[SciPy-dev] Possible Error in Kendall's Tau (scipy.stats.stats.kendalltau)

Wed Mar 18 08:11:35 EDT 2009

On 3/18/2009 12:09 AM, Sturla Molden wrote:
>> Hollander, M., and D. A. Wolfe. 1999. Nonparametric statistical methods
>> is supposed to have a discussion on tie handling for kendall's tau,
>> but I don't have access to it.
> 
> I have this book in my book shelf at work.

Here is a completely naïve Kendall's tau based on Hollander & Wolfe's book:

def tau(x,y):
     """
     Kendall's tau according to Hollander, M.,
     and D. A. Wolfe. 1999. Nonparametric statistical
     methods. 2nd edition. New York: Wiley. Page 382.
     """

     def Q((a,b),(c,d)):
        if (d-b)*(c-a) > 0: return 1
        if (d-b)*(c-a) == 0: return 0
        if (d-b)*(c-a) < 0: return -1
        raise ValueError, 'this should never occur'

     K = 0
     n = len(x)
     assert(len(x)==len(y))
     for i in range(n-1):
         for j in range(i+1,n):
             K += Q((x[i],y[i]),(x[j],y[j]))

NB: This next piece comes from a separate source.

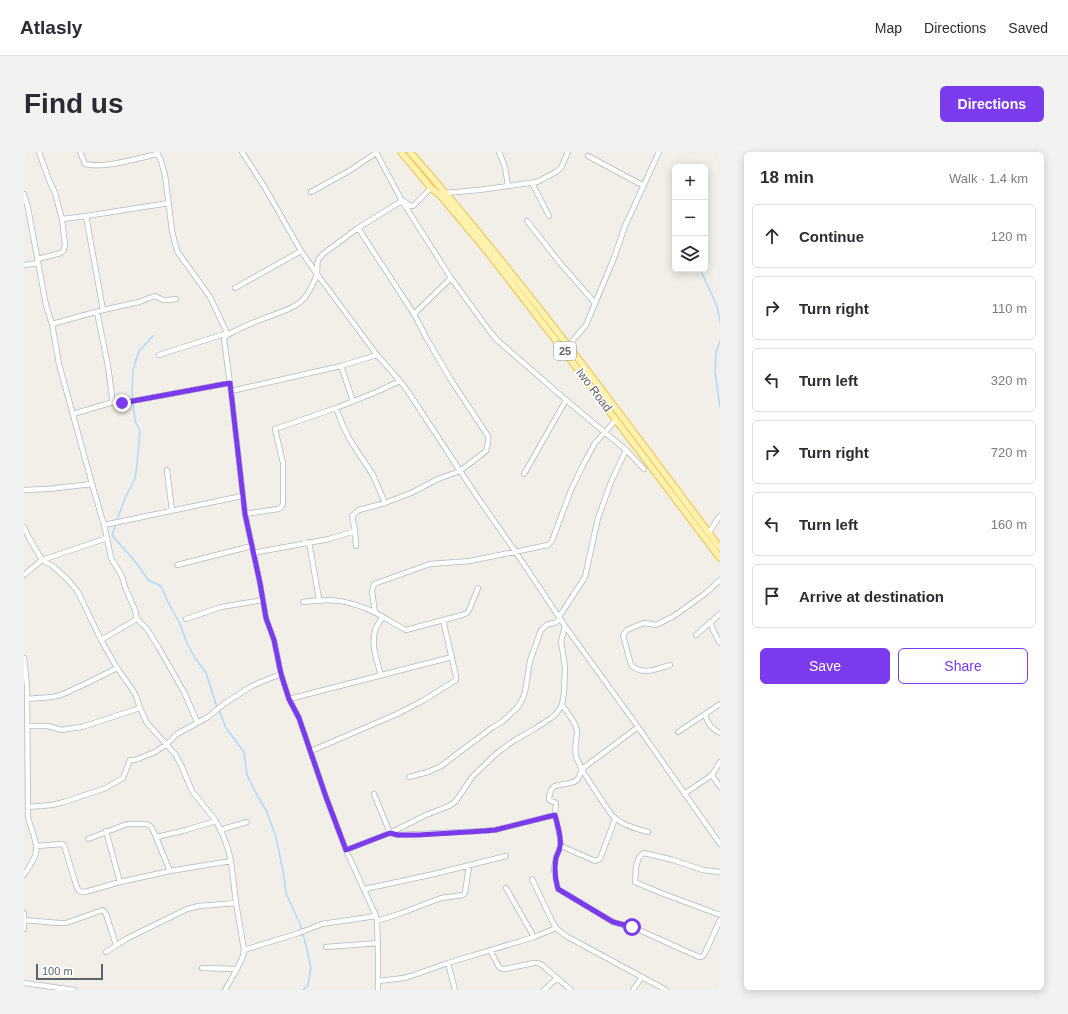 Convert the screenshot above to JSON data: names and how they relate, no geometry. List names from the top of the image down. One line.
{"streets":{"main road":["25","Iwo Road"]},"scale_bar":"100 m","page":{"header":"Atlasly","nav":["Map","Directions","Saved"],"buttons":["Directions",["Save","Share"]],"title":"Find us","heading":["18 min","Walk · 1.4 km"],"map_buttons":["+","−"],"list":[["Continue","120 m"],["Turn right","110 m"],["Turn left","320 m"],["Turn right","720 m"],["Turn left","160 m"],"Arrive at destination"],"scale":"100 m"}}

     return 2.0*K/(n*(n-1)) # Eq 8.34

And with this:

 >>> tau([1,1,2],[1,1,2])
0.66666666666666663

So it seems Hollander & Wolfe and Minitab says 0.67, whereas Numerical 
Receipes says 1.0. Intuitively a vector correlation should be exactly 
correlated with itself, but I am inclined to trust Hollander & Wolfe 
more than Numerical Receipes. For example, if we use this probability 
definition of tau:

    tau = P{concordant pair} - P{disconcordant pair}

then tau should indeed be 0.67.

Best regards,
Sturla Molden